The current, 16 October, issue of The New Yorker, devoted  to media matters, is full of good stuff, but even more compelling than Malcolm Gladwell's report on computerized movie plots is Ian Parker's profile of Christopher Hitchens. Mr Hitchens belongs to the elite squadron of preposterously gifted English writers that also includes Martin Amis and Ian McEwan. I remember rather liking him when I first saw his byline, but I was brought up short by the piece in which he discussed the discovery that his mother, long dead, was Jewish. There was something not quite right about it; in Mr Parker's profile, Mr Hitchens is quoted as "being pleased to find that I was pleased" by the "tidings." That's the sort of thing that I might say to a friend, or even write in a letter; putting it in front of the public is reckless. Then I was startled by his campaigns against Henry Kissinger and Mother Teresa. Again, I agreed with him - particularly about Mother Teresa - but I didn't share his passionate engagement. Most recently, of course, Mr Hitchens has tilted toward the neoconservatives, resigning as a columnist at The Nation and becoming a regular on Fox News. I have no use for the man now, at least as a commentator, although I shall probably have a look at his forthcoming God Is Not Great.

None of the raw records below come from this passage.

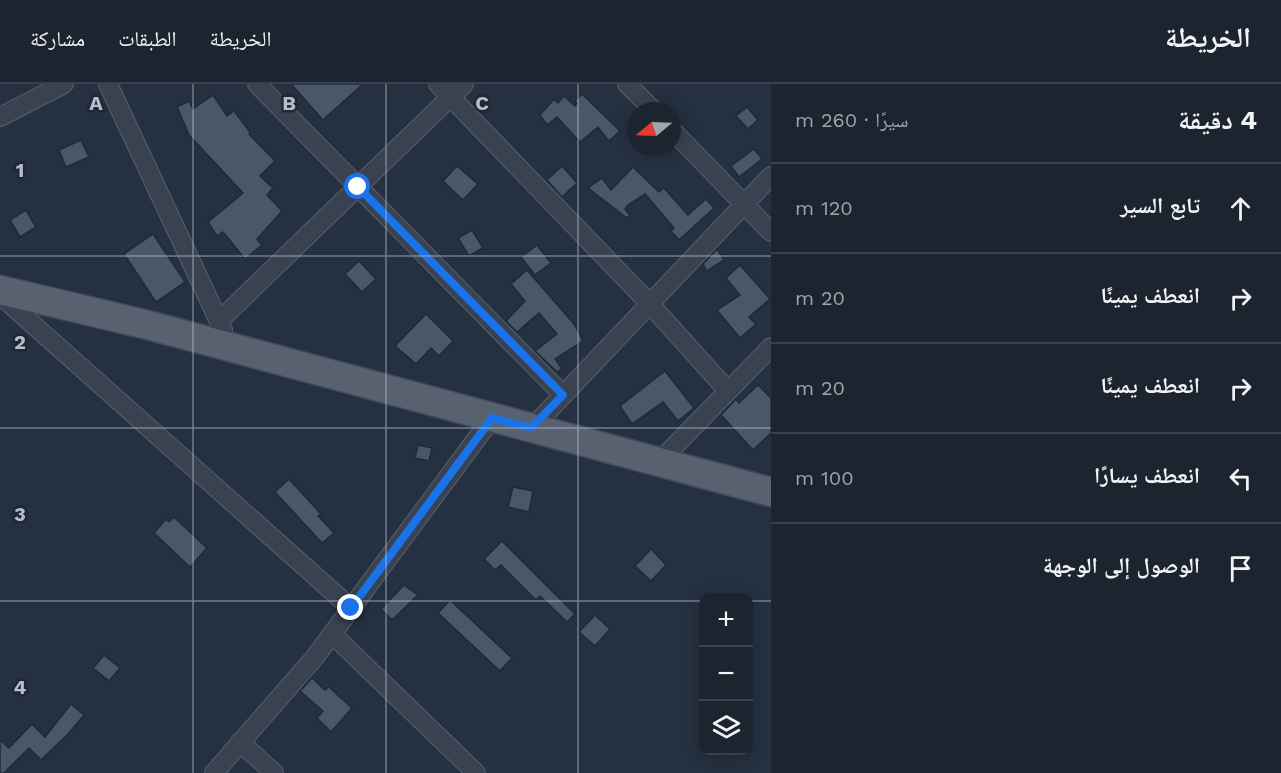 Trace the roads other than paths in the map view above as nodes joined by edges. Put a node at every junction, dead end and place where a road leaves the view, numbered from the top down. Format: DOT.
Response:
graph roads {
  1 [pos="64,84"];
  2 [pos="257,84"];
  3 [pos="464,84"];
  4 [pos="627,84"];
  5 [pos="110,85"];
  6 [pos="445,90"];
  7 [pos="645,102"];
  8 [pos="0,117"];
  9 [pos="681,139"];
  10 [pos="771,176"];
  11 [pos="358,187"];
  12 [pos="743,204"];
  13 [pos="771,232"];
  14 [pos="0,290"];
  15 [pos="0,295"];
  16 [pos="649,303"];
  17 [pos="219,321"];
  18 [pos="771,347"];
  19 [pos="232,348"];
  20 [pos="729,391"];
  21 [pos="563,395"];
  22 [pos="492,418"];
  23 [pos="531,428"];
  24 [pos="659,462"];
  25 [pos="771,492"];
  26 [pos="351,608"];
  27 [pos="332,634"];
  28 [pos="240,742"];
  29 [pos="214,773"];
  30 [pos="274,773"];
  31 [pos="476,773"];
  1 -- 8 [label="street"];
  2 -- 11 [label="street"];
  3 -- 6 [label="street"];
  4 -- 7 [label="street"];
  5 -- 17 [label="street"];
  6 -- 11 [label="street"];
  6 -- 16 [label="street"];
  9 -- 12 [label="street"];
  10 -- 12 [label="street"];
  11 -- 17 [label="street"];
  11 -- 21 [label="street"];
  12 -- 13 [label="street"];
  12 -- 16 [label="street"];
  14 -- 19 [label="main road"];
  15 -- 26 [label="street"];
  16 -- 20 [label="street"];
  16 -- 21 [label="street"];
  17 -- 19 [label="street"];
  18 -- 20 [label="street"];
  19 -- 22 [label="main road"];
  20 -- 24 [label="street"];
  21 -- 23 [label="street"];
  22 -- 23 [label="main road"];
  22 -- 26 [label="street"];
  23 -- 24 [label="main road"];
  24 -- 25 [label="main road"];
  26 -- 27 [label="street"];
  27 -- 28 [label="street"];
  27 -- 31 [label="street"];
  28 -- 29 [label="street"];
  28 -- 30 [label="street"];
}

Although I am about the same age, Mr Hitchens's bluster gives me an insight into the revulsion that "baby boomers," taken collectively, inspire in younger people. There is the imperious idealism that can't be bothered with practical matters, such as driving carefully and giving up smoking. Mr Parker works in a few mild zingers, and the best of them is on point:

At times, Hitchens can look like a brain trying to pass as a muscle. He reads the world intellectually, but emphasizes his physical responses to it. Talking of jihadism, he said, "You know, recognizing an enemy - it's not just your mental cortex. Everything in you physically conditions you to realize that this means no good, like when you see a copperhead coming toward you. It's basic: it lives or I do."

Mr Hitchens is an ardent advocate of human rights; one might say that dedication to that cause is his leading edge. But his determination to force recognition of them upon various sovereign states is unlikely to foster something more important than human rights: human happiness. Idealists never seem to care about happiness other than their own.